Hipoglicemia
Todo instante já me é. Cada sucessivo segundo molda-se em meu entorno.
O futuro de pequenos acontecimentos, de ações ritmadas e ínfimas aguardam-me na eterna profusão das possibilidades. É o interminável jogo às cegas do caos do universo infindável.
Todavia, há um aviso vital. O mesmo que parece imperar-se através dos tempos, um eco fixo de outra época, a voz grave que mescla e paira sobreposta nas frequências do silêncio:
- Seja rápido, acorde antes do fim! Entre a dilatação do espaço-tempo, visão enevoada, tremores e instável controle físico, tente existir para a próxima realização visceral do desejo da permanência. Exista na dimensão do aqui!
E agora há somente a prioridade e seus sinônimos. Comida, Açúcar, Energia…
- Mantenha a animação de seu invólucro por mais tempo!
Fitando águas turvas, a ansiedade da vida recria a ânsia e prolixidade de outros devaneios.
- Apesar disso, não pare! Movimente, faça, alcance, corresponda, satisfaça… seja! Que viva através da matéria, do pensamento. Só esteja no limiar constante e sempre responsável de apaziguar as necessidades físicas elementares e a fome da sapiência…
Comer, comer... comer. É o alerta contínuo da busca incessante de ectoplasma-somático, de alimento. Por sinapses amorfas e diluídas, entendo vagamente a necessidade de comida, informação, existência. Essa continuidade do corpo e movimentação sem trégua da mente. Transversais à retração oscilante da estabilidade dos sentidos e da paradoxal propagação ondulante de afirmação profunda do instinto ou consciência, surgem-se céleres conexões de letras, palavras, frases e contextos. Há uma forte sensação, quase obrigatória, de aproveitar referida dose de adrenalina, em um corpo com baixa glicemia, para escrever os excessos proveitosos e pretensiosos de reflexões, ironias e conceitos. Entretanto, nesse ínterim, o tempo escorre indiferente. Há pouca escolha para floreios artísticos e mais para a sobrevivência. E é o que importa, no limiar cambaleante da pressão e expectativa crescentes.
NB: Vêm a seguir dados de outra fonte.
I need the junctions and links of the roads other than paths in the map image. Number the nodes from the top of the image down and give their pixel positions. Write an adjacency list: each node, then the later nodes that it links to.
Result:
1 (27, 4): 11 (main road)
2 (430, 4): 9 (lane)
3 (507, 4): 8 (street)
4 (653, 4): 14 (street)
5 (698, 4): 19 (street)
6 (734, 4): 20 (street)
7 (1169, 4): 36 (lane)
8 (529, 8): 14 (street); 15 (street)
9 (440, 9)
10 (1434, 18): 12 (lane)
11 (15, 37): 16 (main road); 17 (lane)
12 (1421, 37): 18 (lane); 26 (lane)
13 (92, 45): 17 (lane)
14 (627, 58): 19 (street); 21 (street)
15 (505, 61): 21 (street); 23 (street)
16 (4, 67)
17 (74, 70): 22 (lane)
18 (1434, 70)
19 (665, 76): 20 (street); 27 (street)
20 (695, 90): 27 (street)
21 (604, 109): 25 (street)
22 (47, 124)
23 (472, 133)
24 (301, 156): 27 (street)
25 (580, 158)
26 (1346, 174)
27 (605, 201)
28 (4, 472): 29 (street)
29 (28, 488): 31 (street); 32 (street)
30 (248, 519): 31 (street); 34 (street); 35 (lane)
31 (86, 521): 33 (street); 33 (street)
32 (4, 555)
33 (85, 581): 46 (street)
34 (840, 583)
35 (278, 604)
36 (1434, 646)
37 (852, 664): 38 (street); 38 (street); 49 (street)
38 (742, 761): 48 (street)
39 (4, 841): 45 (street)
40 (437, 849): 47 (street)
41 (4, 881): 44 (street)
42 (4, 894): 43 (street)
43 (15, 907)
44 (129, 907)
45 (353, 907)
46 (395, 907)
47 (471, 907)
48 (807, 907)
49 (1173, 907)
Novamente, a voz mística ou inconsciente, como num delírio lírico, ressurge a vibrar calmamente:
- Aquém da imaginação, após a satisfação de sua animalidade, quando a fera se fartar sob carcaças; escreva, desenhe, dê perfil a sua recriação do êxtase. Rabisque nos versos analógicos e digitais a criatividade em períodos de quase morte. Prove, além do tudo ou nada, o poder sistemático e complexo do espírito... que mesmo quase falindo, renova-se em busca de manutenção e permanência em meio as deficiências do próprio invólucro fraco, errante e físico.
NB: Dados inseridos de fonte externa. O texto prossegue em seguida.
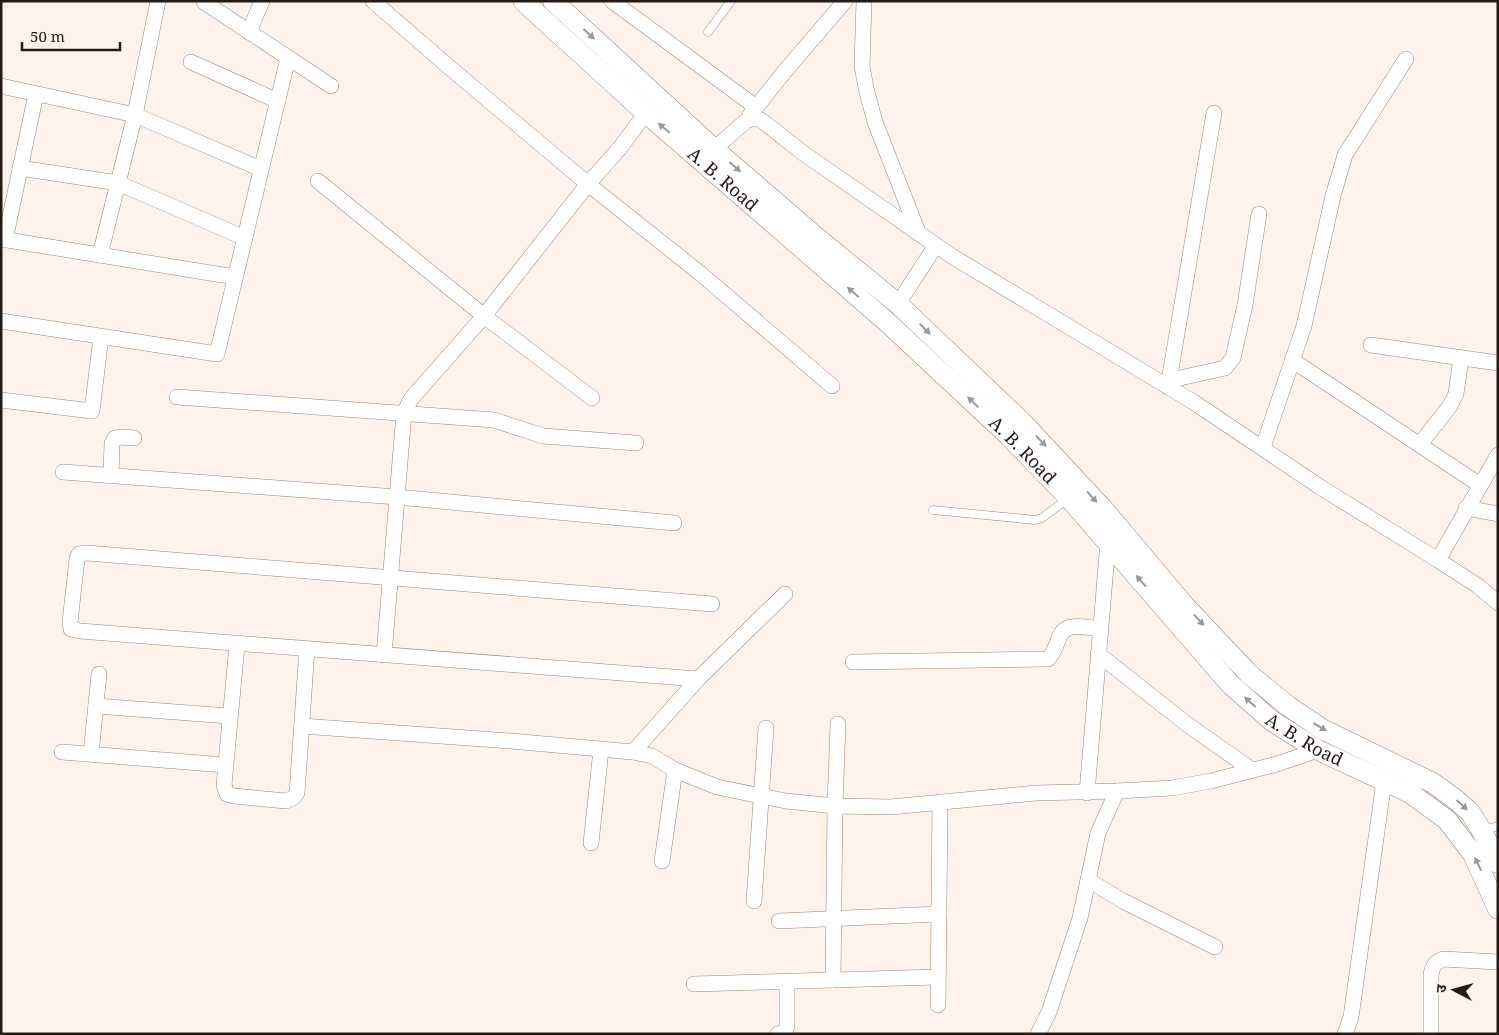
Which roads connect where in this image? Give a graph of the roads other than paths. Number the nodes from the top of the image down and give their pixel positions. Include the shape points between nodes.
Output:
1 (158, 1) edge
2 (262, 1) edge
3 (373, 1) edge
4 (523, 1) edge
5 (612, 1) edge
6 (731, 1) edge
7 (845, 1) edge
8 (864, 1) edge
9 (204, 2) edge
10 (559, 9) edge
11 (249, 32) junction
12 (708, 32) dead end
13 (288, 58) junction
14 (1406, 60) dead end
15 (192, 62) dead end
16 (1, 86) edge
17 (331, 86) dead end
18 (36, 94) junction
19 (278, 101) junction
20 (756, 107) junction
21 (646, 113) junction
22 (1214, 113) dead end
23 (135, 115) junction
24 (746, 120) junction
25 (708, 154) junction
26 (20, 168) junction
27 (262, 169) junction
28 (592, 178) junction
29 (318, 181) dead end
30 (118, 183) junction
31 (1259, 214) dead end
32 (918, 232) junction
33 (245, 238) junction
34 (3, 240) edge
35 (936, 245) junction
36 (100, 255) junction
37 (235, 277) junction
38 (898, 304) junction
39 (484, 316) junction
40 (1, 321) edge
41 (101, 337) junction
42 (1371, 345) dead end
43 (1462, 358) junction
44 (1292, 360) junction
45 (1498, 363) edge
46 (1170, 383) junction
47 (832, 386) dead end
48 (177, 397) dead end
49 (592, 398) dead end
50 (1, 400) edge
51 (404, 413) junction
52 (1015, 429) junction
53 (134, 438) dead end
54 (636, 443) dead end
55 (1420, 444) junction
56 (1263, 447) junction
57 (1496, 461) edge
58 (1053, 467) junction
59 (63, 472) dead end
60 (111, 476) junction
61 (1480, 484) junction
62 (397, 497) junction
63 (1069, 498) junction
64 (1466, 508) junction
65 (933, 510) dead end
66 (1498, 514) edge
67 (674, 523) dead end
68 (1108, 542) junction
69 (1438, 560) junction
70 (391, 578) junction
71 (785, 594) dead end
72 (1498, 603) edge
73 (712, 604) dead end
74 (1101, 630) junction
75 (237, 645) junction
76 (307, 648) junction
77 (1098, 654) junction
78 (384, 655) junction
79 (853, 662) dead end
80 (99, 674) dead end
81 (698, 679) junction
82 (96, 706) junction
83 (229, 716) junction
84 (838, 724) dead end
85 (302, 726) junction
86 (766, 728) dead end
87 (600, 750) junction
88 (1318, 750) junction
89 (62, 752) dead end
90 (633, 752) junction
91 (91, 754) junction
92 (225, 765) junction
93 (676, 770) junction
94 (1252, 770) junction
95 (1384, 781) junction
96 (1088, 792) junction
97 (1117, 792) junction
98 (760, 796) junction
99 (940, 802) junction
100 (835, 806) junction
101 (1490, 829) edge
102 (591, 843) dead end
103 (662, 861) dead end
104 (1498, 863) edge
105 (1088, 880) junction
106 (754, 901) dead end
107 (1498, 909) edge
108 (939, 914) junction
109 (834, 918) junction
110 (779, 921) dead end
111 (1215, 947) dead end
112 (1498, 962) edge
113 (938, 977) junction
114 (834, 980) junction
115 (787, 982) junction
116 (694, 984) dead end
117 (938, 1004) dead end
118 (778, 1034) edge
119 (1038, 1034) edge
120 (1345, 1034) edge
121 (1431, 1034) edge

1 - 23 street
2 - 11 street
3 - 28 street via 449,67
4 - 10 main road, A. B. Road
5 - 20 street
6 - 12 lane
7 - 20 street
8 - 32 street via 862,66 866,88 875,122
9 - 11 street
10 - 21 main road, A. B. Road
10 -> 25 main road, A. B. Road
11 - 13 street
13 - 17 street
13 - 19 street
14 - 44 street via 1345,155 1304,326
15 - 19 street
16 - 18 street
18 - 23 street
18 - 26 street
19 - 27 street
20 - 24 street
25 -> 21 main road, A. B. Road
21 - 28 street
22 - 46 street
23 - 27 street
23 - 30 street
24 - 25 street
24 - 32 street via 761,120
25 -> 38 main road, A. B. Road
52 -> 25 main road, A. B. Road via 718,176
26 - 30 street
26 - 34 street
27 - 33 street
28 - 39 street
28 - 47 street
29 - 39 street
30 - 33 street
30 - 36 street
31 - 46 street via 1234,358 1226,368
32 - 35 street
33 - 37 street
34 - 36 street
35 - 38 street
35 - 46 street
36 - 37 street
37 - 41 street via 217,354
38 -> 52 main road, A. B. Road
39 - 49 street
39 - 51 street via 417,390
40 - 41 street
41 - 50 street via 92,411
42 - 43 street
43 - 45 street
43 - 55 street via 1456,394
44 - 55 street
44 - 56 street
46 - 56 street
48 - 51 street
51 - 54 street via 494,420 543,436
51 - 62 street
52 - 58 main road, A. B. Road
53 - 60 street via 115,438
55 - 61 street
56 - 69 street via 1320,487
57 - 61 street
58 - 63 main road, A. B. Road
58 -> 101 main road, A. B. Road via 1104,510 1184,605 1249,674 1322,729 1433,783
59 - 60 street
60 - 62 street
61 - 64 street
62 - 67 street
62 - 70 street
63 - 65 lane via 1035,520
63 - 68 main road, A. B. Road
64 - 66 street
64 - 69 street
68 - 74 street
88 -> 68 main road, A. B. Road via 1272,722 1230,684
69 - 72 street
70 - 73 street
70 - 75 street via 87,553 80,554 77,559 71,629
70 - 78 street
71 - 81 street
74 - 77 street
74 - 79 street via 1065,628 1048,660
75 - 76 street
75 - 83 street
76 - 78 street
76 - 85 street
77 - 94 street via 1188,725
77 - 96 street
78 - 81 street
80 - 82 street
81 - 90 street
82 - 83 street
82 - 91 street
83 - 92 street
84 - 100 street
85 - 87 street
85 - 92 street via 297,793 293,798 286,801 227,794
86 - 98 street
87 - 90 street
87 - 102 street
88 - 94 street
88 - 95 main road, A. B. Road
89 - 91 street
90 - 93 street via 652,756
91 - 92 street
93 - 98 street via 717,787
93 - 103 street
94 - 97 street via 1172,788
107 -> 95 main road, A. B. Road via 1473,854 1447,820 1410,793
95 - 120 street via 1351,1017
96 - 97 street
96 - 99 street via 1036,793
97 - 105 street via 1098,833
98 - 100 street
98 - 106 street
99 - 100 street via 891,807
99 - 108 street
100 - 109 street
101 - 104 main road, A. B. Road
105 - 111 street
105 - 119 street via 1080,918 1049,1012
108 - 109 street
108 - 113 street
109 - 110 street
109 - 114 street
112 - 121 street via 1437,961 1432,974
113 - 114 street
113 - 117 street
114 - 115 street
115 - 116 street
115 - 118 street via 787,1026 785,1032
Porém, não existe mais tempo para o pensar da satisfação. E meu eu, alucinando nesse desvario de estímulos, segue as ordens, quase implorando por mais ditos. O momento, frágil como véus de fumaça ante o prelúdio da ventania, se desvanece. E na digestão do ganho da futura normalidade, perco rapidamente os sentidos aguçados, na espiral lenta da absorção de calor e energia.